[[ Data provided, beginning ]]

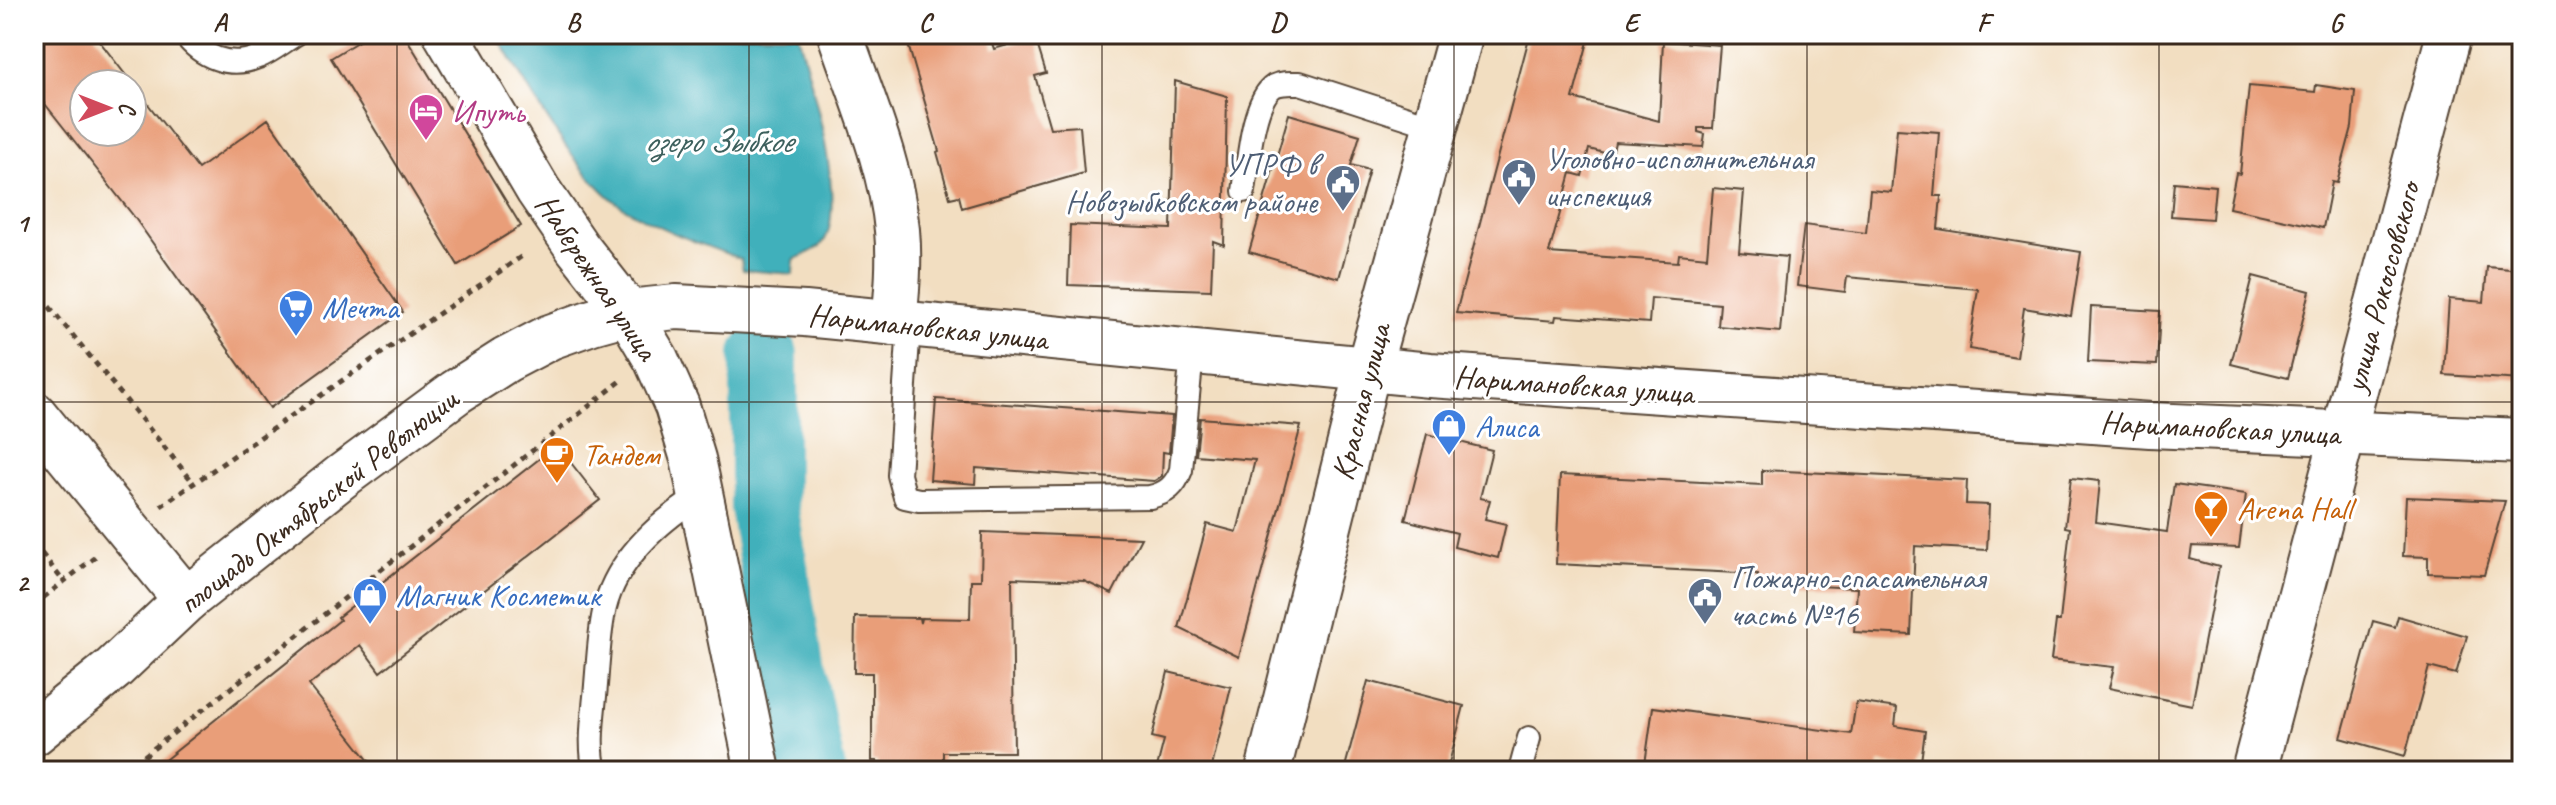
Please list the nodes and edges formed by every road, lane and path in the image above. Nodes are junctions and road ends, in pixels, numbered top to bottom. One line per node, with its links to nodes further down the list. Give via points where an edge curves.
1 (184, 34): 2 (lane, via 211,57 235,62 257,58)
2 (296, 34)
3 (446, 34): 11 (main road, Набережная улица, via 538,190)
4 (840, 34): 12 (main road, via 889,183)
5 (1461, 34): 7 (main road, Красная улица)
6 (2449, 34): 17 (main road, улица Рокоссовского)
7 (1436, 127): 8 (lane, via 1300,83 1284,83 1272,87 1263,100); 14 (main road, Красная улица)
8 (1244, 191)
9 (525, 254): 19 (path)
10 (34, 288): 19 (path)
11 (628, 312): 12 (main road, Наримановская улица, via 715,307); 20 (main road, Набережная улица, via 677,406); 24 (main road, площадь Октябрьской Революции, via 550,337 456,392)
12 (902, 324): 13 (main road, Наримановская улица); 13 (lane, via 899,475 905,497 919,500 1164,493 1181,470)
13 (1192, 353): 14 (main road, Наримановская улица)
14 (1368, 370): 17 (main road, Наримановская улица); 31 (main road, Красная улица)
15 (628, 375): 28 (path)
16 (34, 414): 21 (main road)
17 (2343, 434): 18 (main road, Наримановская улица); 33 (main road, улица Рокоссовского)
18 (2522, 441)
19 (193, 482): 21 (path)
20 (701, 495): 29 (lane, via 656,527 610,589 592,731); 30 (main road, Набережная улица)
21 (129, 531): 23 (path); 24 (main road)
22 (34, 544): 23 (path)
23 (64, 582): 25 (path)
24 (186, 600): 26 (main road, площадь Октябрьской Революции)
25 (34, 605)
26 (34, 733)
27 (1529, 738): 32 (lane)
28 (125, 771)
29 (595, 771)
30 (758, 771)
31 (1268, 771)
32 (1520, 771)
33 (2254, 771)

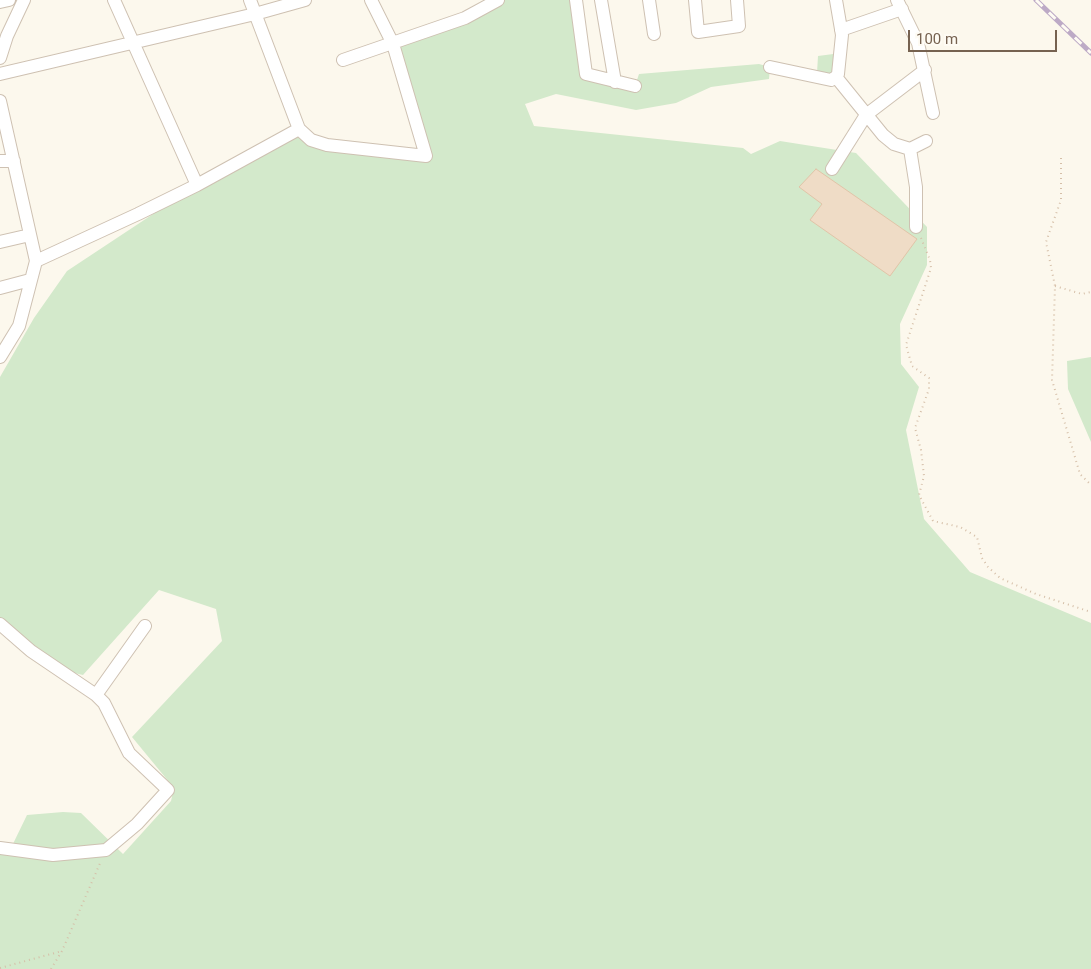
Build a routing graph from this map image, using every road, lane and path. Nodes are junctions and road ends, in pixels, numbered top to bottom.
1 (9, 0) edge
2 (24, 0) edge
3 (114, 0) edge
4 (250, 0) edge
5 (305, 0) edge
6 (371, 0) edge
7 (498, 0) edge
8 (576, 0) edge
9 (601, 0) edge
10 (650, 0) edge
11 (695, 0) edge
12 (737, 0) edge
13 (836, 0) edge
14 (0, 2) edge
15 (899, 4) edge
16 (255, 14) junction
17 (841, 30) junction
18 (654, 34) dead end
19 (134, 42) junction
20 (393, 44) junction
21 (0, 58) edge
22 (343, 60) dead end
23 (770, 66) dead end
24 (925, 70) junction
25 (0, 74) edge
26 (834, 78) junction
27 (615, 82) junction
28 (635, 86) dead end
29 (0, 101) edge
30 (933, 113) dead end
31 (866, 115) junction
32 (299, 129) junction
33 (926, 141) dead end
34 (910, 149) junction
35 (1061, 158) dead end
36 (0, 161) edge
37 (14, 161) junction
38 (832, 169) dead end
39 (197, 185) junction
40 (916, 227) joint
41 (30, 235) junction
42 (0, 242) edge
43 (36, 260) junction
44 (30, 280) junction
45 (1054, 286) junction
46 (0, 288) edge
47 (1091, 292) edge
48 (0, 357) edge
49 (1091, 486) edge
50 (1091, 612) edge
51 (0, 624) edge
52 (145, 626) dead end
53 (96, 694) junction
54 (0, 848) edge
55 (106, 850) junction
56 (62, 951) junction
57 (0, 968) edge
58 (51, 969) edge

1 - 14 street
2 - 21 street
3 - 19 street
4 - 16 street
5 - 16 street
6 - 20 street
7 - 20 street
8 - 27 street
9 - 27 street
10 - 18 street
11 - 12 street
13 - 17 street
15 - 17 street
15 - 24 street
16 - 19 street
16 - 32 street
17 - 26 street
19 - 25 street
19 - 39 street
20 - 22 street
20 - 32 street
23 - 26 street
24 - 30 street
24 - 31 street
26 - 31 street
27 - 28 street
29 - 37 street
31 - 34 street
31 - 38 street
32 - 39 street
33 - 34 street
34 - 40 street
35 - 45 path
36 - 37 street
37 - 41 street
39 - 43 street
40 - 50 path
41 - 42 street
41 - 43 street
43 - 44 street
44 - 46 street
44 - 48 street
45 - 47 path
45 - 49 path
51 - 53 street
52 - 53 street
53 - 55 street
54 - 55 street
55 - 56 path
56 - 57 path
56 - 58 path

[[ Data provided, end ]]

**Task directions:** From the entries above, return each line with the word "Наримановская" in it.

**Task solution:**
11 (628, 312): 12 (main road, Наримановская улица, via 715,307); 20 (main road, Набережная улица, via 677,406); 24 (main road, площадь Октябрьской Революции, via 550,337 456,392)
12 (902, 324): 13 (main road, Наримановская улица); 13 (lane, via 899,475 905,497 919,500 1164,493 1181,470)
13 (1192, 353): 14 (main road, Наримановская улица)
14 (1368, 370): 17 (main road, Наримановская улица); 31 (main road, Красная улица)
17 (2343, 434): 18 (main road, Наримановская улица); 33 (main road, улица Рокоссовского)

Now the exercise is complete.